TASK ITEM: Go through the entries below and count the lines holding the word "math". Reply with only the number, please.

ENTRIES SUPPLIED:

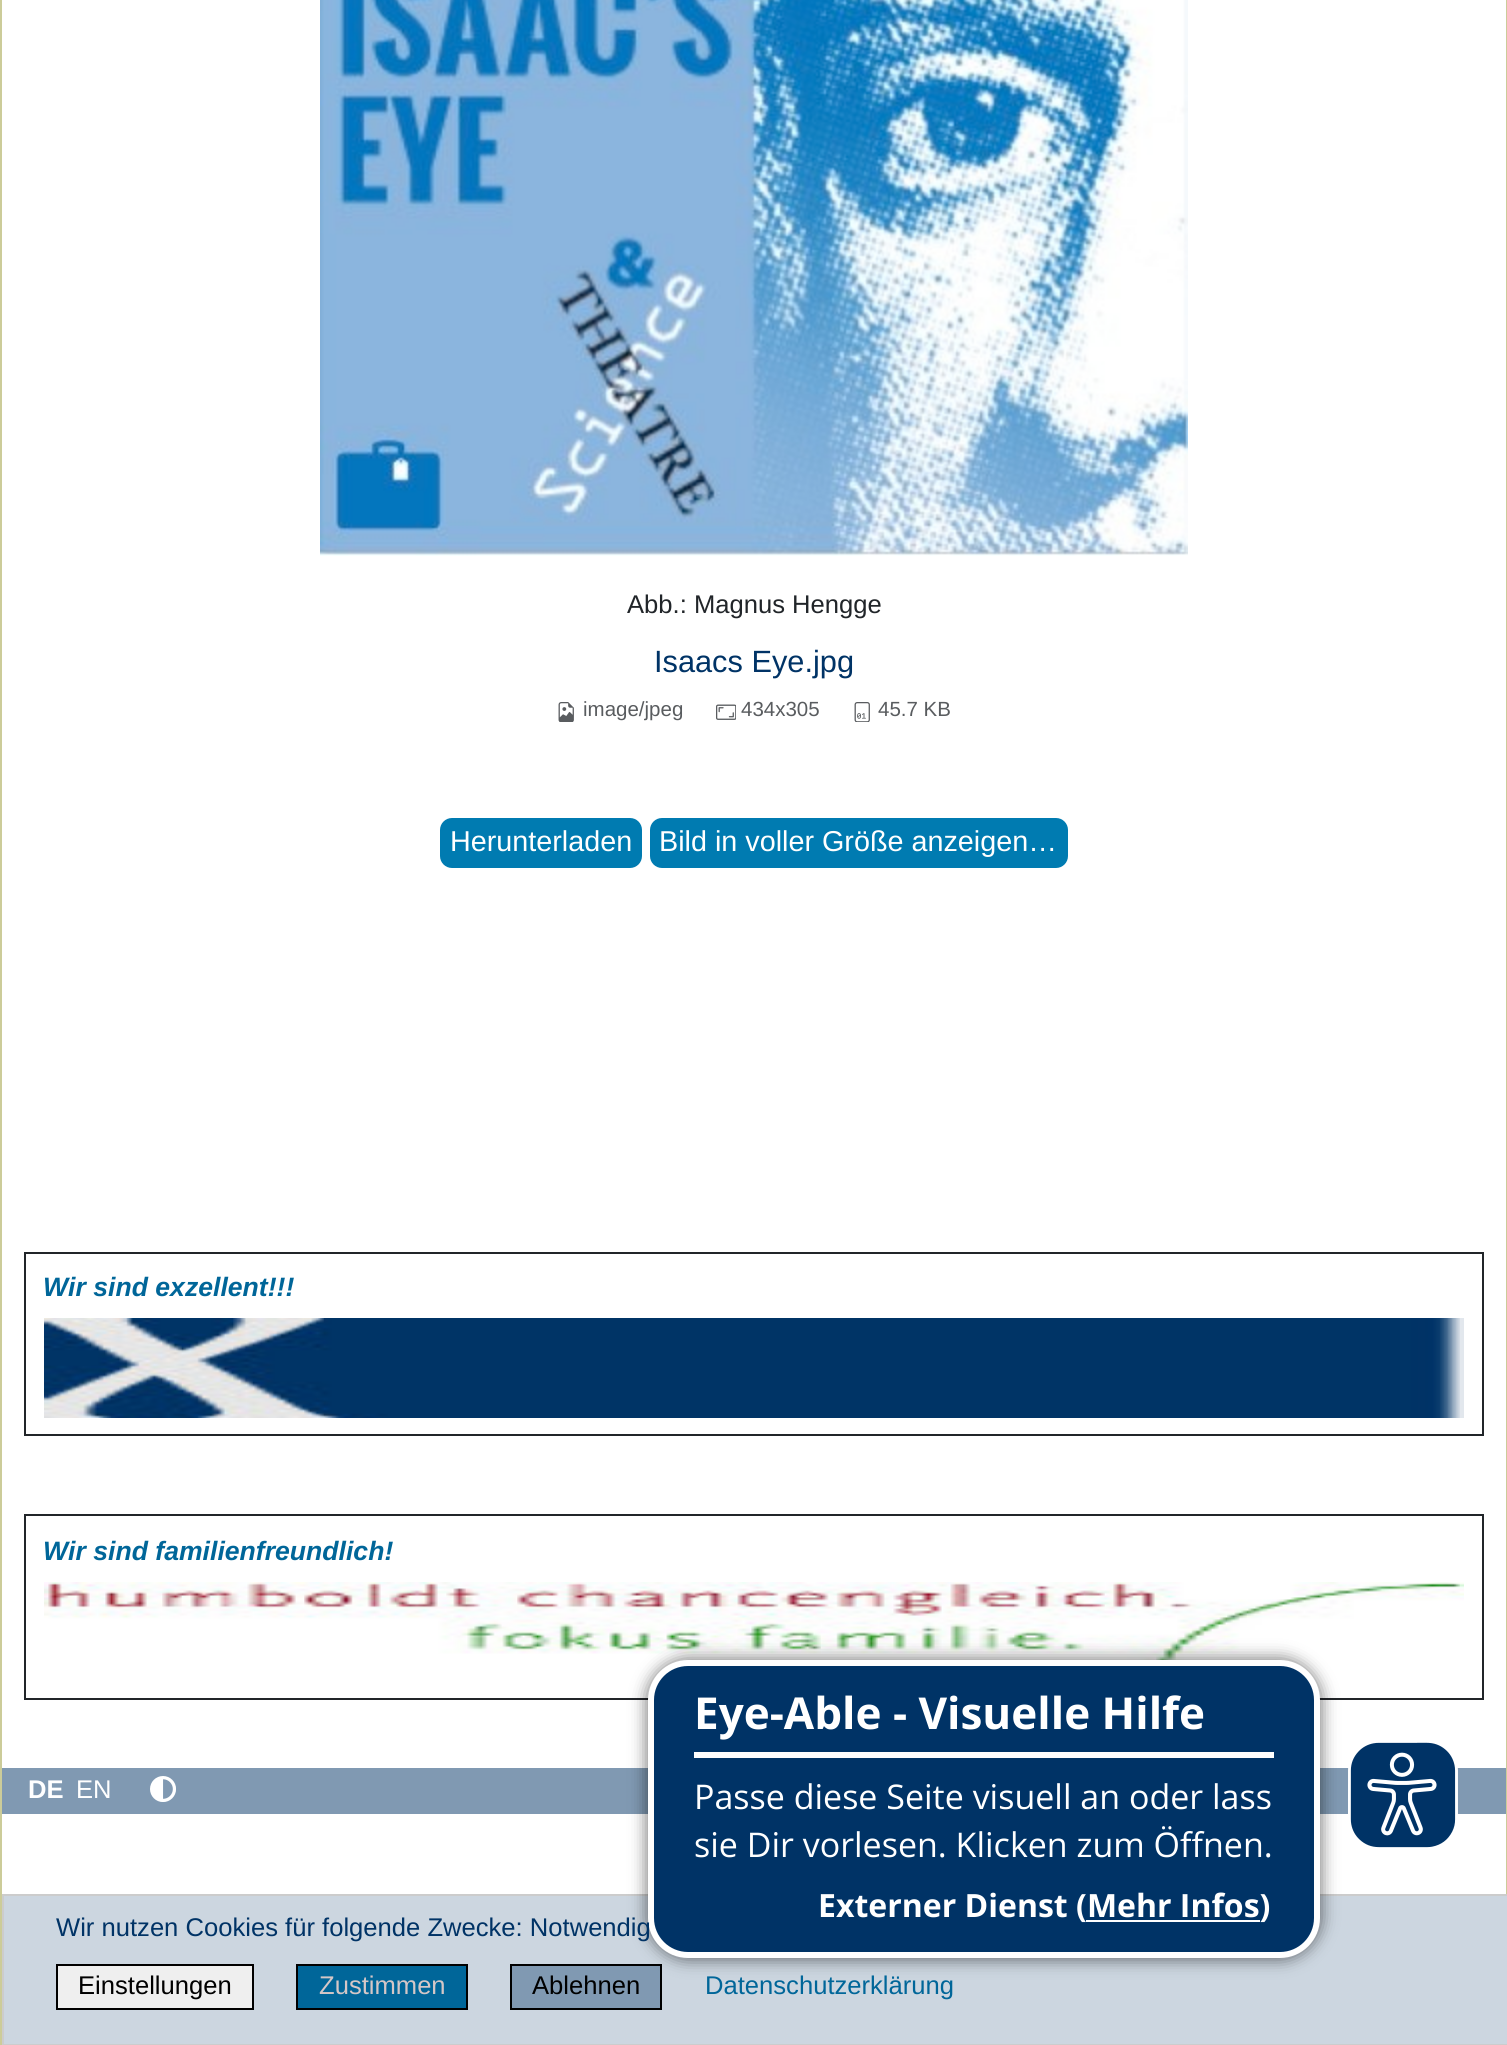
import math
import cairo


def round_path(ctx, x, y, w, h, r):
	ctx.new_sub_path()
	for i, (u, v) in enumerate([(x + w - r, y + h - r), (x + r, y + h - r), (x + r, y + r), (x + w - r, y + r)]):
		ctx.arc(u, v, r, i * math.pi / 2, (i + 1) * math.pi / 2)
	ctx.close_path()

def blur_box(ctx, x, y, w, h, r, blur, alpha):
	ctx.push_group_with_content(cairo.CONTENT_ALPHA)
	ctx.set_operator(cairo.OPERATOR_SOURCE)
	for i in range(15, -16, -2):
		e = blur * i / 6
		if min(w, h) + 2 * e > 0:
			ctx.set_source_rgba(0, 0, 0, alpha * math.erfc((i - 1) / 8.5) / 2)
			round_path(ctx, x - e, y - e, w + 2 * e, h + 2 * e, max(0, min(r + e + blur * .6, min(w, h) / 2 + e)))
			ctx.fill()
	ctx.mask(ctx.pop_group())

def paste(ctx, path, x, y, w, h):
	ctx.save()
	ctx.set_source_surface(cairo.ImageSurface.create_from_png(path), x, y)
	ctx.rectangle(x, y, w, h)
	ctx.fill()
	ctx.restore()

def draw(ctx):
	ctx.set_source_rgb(1, 1, 1)
	ctx.paint()
	ctx.set_source_rgb(0.8, 0.8, 0.6)
	ctx.rectangle(1506, 0, 1, 1894)
	ctx.fill()
	ctx.rectangle(0, 0, 2, 2045)
	ctx.fill()
	paste(ctx, 'media/1.png', 320, 0, 868, 556)
	ctx.select_font_face('Liberation Sans')
	ctx.set_font_size(25.6)
	ctx.set_source_rgb(0.129, 0.145, 0.161)
	ctx.move_to(627, 613)
	ctx.show_text('Abb.: Magnus Hengge')
	ctx.set_font_size(30.75)
	ctx.set_source_rgb(0, 0.2, 0.4)
	ctx.move_to(654, 672)
	ctx.show_text('Isaacs Eye.jpg')
	paste(ctx, 'media/2.png', 558, 702, 16, 20)
	ctx.set_font_size(20.5)
	ctx.set_source_rgb(0.349, 0.361, 0.373)
	ctx.move_to(583, 716)
	ctx.show_text('image/jpeg')
	paste(ctx, 'media/3.png', 716, 704, 20, 16)
	ctx.move_to(741, 716)
	ctx.show_text('434x305')
	paste(ctx, 'media/4.png', 854, 702, 16, 20)
	ctx.move_to(878, 716)
	ctx.show_text('45.7 KB')
	ctx.set_source_rgb(0, 0.482, 0.694)
	round_path(ctx, 440, 818, 202, 50, 12)
	ctx.fill()
	ctx.set_font_size(28.75)
	ctx.set_source_rgb(1, 1, 1)
	ctx.move_to(450, 851)
	ctx.show_text('Herunterladen')
	ctx.set_source_rgb(0, 0.482, 0.694)
	round_path(ctx, 650, 818, 418, 50, 12)
	ctx.fill()
	ctx.set_source_rgb(1, 1, 1)
	ctx.move_to(659, 851)
	ctx.show_text('Bild in voller Größe anzeigen…')
	ctx.rectangle(25, 1253, 1458, 182)
	ctx.set_source_rgb(0.129, 0.145, 0.161)
	ctx.stroke()
	ctx.select_font_face('Liberation Sans', cairo.FONT_SLANT_ITALIC, cairo.FONT_WEIGHT_BOLD)
	ctx.set_font_size(26.6)
	ctx.set_source_rgb(0, 0.4, 0.6)
	ctx.move_to(43, 1296)
	ctx.show_text('Wir sind exzellent!!!')
	paste(ctx, 'media/5.png', 44, 1318, 1420, 100)
	ctx.rectangle(25, 1515, 1458, 184)
	ctx.set_source_rgb(0.129, 0.145, 0.161)
	ctx.stroke()
	ctx.set_source_rgb(0, 0.4, 0.6)
	ctx.move_to(43, 1560)
	ctx.show_text('Wir sind familienfreundlich!')
	paste(ctx, 'media/6.png', 44, 1582, 1420, 100)
	ctx.set_source_rgb(0.502, 0.6, 0.698)
	ctx.rectangle(2, 1768, 1504, 46)
	ctx.fill()
	ctx.select_font_face('Liberation Sans', cairo.FONT_SLANT_NORMAL, cairo.FONT_WEIGHT_BOLD)
	ctx.set_font_size(25.6)
	ctx.set_source_rgb(1, 1, 1)
	ctx.move_to(28, 1798)
	ctx.show_text('DE')
	ctx.select_font_face('Liberation Sans')
	ctx.move_to(76, 1798)
	ctx.show_text('EN')
	paste(ctx, 'media/7.png', 150, 1776, 26, 26)
	ctx.set_source_rgb(0.8, 0.839, 0.878)
	ctx.rectangle(3, 1895, 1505, 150)
	ctx.fill_preserve()
	ctx.set_source_rgb(0.8, 0.8, 0.8)
	ctx.stroke()
	ctx.set_source_rgb(0.502, 0.6, 0.698)
	ctx.rectangle(511, 1965, 150, 44)
	ctx.fill_preserve()
	ctx.set_source_rgb(0, 0, 0)
	ctx.stroke()
	ctx.set_source_rgb(0, 0, 0)
	blur_box(ctx, 646, 1658, 676, 302, 42, 8, 0.5)
	ctx.set_source_rgb(0, 0.2, 0.4)
	round_path(ctx, 651, 1663, 666, 292, 37)
	ctx.fill_preserve()
	ctx.set_source_rgb(1, 1, 1)
	ctx.set_line_width(6)
	ctx.stroke()
	ctx.rectangle(694, 1752, 580, 6)
	ctx.fill()
	ctx.select_font_face('Open Sans', cairo.FONT_SLANT_NORMAL, cairo.FONT_WEIGHT_BOLD)
	ctx.set_font_size(44)
	ctx.move_to(694, 1729)
	ctx.show_text('Eye-Able - Visuelle Hilfe')
	ctx.select_font_face('Open Sans')
	ctx.set_font_size(34)
	ctx.move_to(694, 1809)
	ctx.show_text('Passe diese Seite visuell an oder lass')
	ctx.move_to(694, 1857)
	ctx.show_text('sie Dir vorlesen. Klicken zum Öffnen.')
	ctx.select_font_face('Open Sans', cairo.FONT_SLANT_NORMAL, cairo.FONT_WEIGHT_BOLD)
	ctx.set_font_size(32)
	ctx.move_to(818, 1917)
	ctx.show_text('Externer Dienst (Mehr Infos)')
	ctx.rectangle(1086, 1920, 174, 2)
	ctx.fill()
	paste(ctx, 'media/8.png', 1348, 1742, 110, 106)
	ctx.select_font_face('Liberation Sans')
	ctx.set_font_size(25.6)
	ctx.set_source_rgb(0, 0.2, 0.4)
	ctx.move_to(56, 1936)
	ctx.show_text('Wir nutzen Cookies für folgende Zwecke: Notwendig')
	ctx.set_source_rgb(0.937, 0.937, 0.937)
	ctx.rectangle(57, 1965, 196, 44)
	ctx.fill_preserve()
	ctx.set_source_rgb(0, 0, 0)
	ctx.set_line_width(2)
	ctx.stroke()
	ctx.move_to(78, 1994)
	ctx.show_text('Einstellungen')
	ctx.set_source_rgb(0, 0.4, 0.6)
	ctx.rectangle(297, 1965, 170, 44)
	ctx.fill_preserve()
	ctx.set_source_rgb(0, 0, 0)
	ctx.stroke()
	ctx.set_source_rgb(0.835, 0.78, 0.78)
	ctx.move_to(319, 1994)
	ctx.show_text('Zustimmen')
	ctx.set_source_rgb(0, 0, 0)
	ctx.move_to(532, 1994)
	ctx.show_text('Ablehnen')
	ctx.set_source_rgb(0, 0.4, 0.6)
	ctx.move_to(705, 1994)
	ctx.show_text('Datenschutzerklärung')


surface = cairo.ImageSurface(cairo.FORMAT_RGB24, 1507, 2045)
ctx = cairo.Context(surface)
options = cairo.FontOptions()
options.set_hint_metrics(cairo.HINT_METRICS_OFF)
options.set_hint_style(cairo.HINT_STYLE_NONE)
ctx.set_font_options(options)
ctx.set_miter_limit(4)
draw(ctx)
surface.write_to_png('image.png')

FINISHED EXERCISE: 3